An FCS study of unfolding and refolding of CPM-labeled human serum albumin: role of ionic liquid.

The effect of a room temperature ionic liquid (RTIL) on the conformational dynamics of a protein, human serum albumin (HSA), is studied by fluorescence correlation spectroscopy (FCS). For this, the protein was covalently labeled by a fluorophore, 7-dimethylamino-3-(4-maleimidophenyl)-4-methylcoumarin (CPM). On addition of a RTIL ([pmim][Br]) to the native protein, the diffusion coefficient (D(t)) decreases and the hydrodynamic radius (R(h)) increases. This suggests that the RTIL ([pmim][Br]) acts as a denaturant when the protein is in the native state. However, addition of [pmim][Br] to a protein denatured by GdnHCl causes an increases in D(t) and decrease in R(h). This suggests that in the presence of GdnHCl addition of RTIL helps the protein to refold. In the native state, the conformational dynamics of protein is described by three distinct time constants: 3.6 ± 0.7, ~29 ± 4.5, and 133 ± 23 μs. The faster components (3.6 ± 0.7 and 29 ± 4.5 μs) are ascribed to chain dynamics of the protein, while the slowest component (133 μs) is responsible for interchain interaction or concerted motion.
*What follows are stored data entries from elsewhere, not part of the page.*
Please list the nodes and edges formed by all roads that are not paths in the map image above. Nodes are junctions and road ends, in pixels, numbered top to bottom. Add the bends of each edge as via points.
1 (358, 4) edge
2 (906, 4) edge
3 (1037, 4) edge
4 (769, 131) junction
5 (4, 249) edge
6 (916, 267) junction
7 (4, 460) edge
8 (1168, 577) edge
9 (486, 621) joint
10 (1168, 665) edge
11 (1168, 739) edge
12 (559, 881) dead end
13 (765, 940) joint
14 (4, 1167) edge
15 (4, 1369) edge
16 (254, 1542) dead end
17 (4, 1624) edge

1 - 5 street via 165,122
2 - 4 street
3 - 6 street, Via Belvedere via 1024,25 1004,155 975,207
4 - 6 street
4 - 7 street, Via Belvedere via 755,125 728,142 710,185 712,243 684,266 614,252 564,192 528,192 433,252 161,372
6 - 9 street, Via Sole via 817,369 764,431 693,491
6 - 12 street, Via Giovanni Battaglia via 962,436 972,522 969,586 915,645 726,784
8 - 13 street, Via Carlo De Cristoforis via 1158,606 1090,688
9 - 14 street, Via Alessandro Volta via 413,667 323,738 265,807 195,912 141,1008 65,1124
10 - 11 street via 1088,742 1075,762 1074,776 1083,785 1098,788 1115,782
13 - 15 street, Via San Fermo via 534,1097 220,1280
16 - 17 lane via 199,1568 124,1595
On addition of [pmim][Br], the conformational dynamics of HSA becomes slower (5.1 ± 1, ~43.5 ± 2.8, and ~311 ± 2.3 μs in the presence of 1.5 M [pmim][Br]). The time constants for the protein denatured by 6 M GdnHCl are 3.2 ± 0.4, 34 ± 6, and 207 ± 38 μs. When 1.5 M [pmim][Br] is added to the denatured protein (in 6 M GdnHCl), the time constants become ~5 ± 1, ~41 ± 10, and ~230 ± 45 μs. The lifetime histogram shows that, on addition of GdnHCl to HSA, the contribution of the shorter lifetime component decreases and vanishes at 6 M GdnHCl. The shorter lifetime component immediately reappears after addition of RTIL to unfolded HSA. This suggests recoiling of the unfolded protein by RTIL.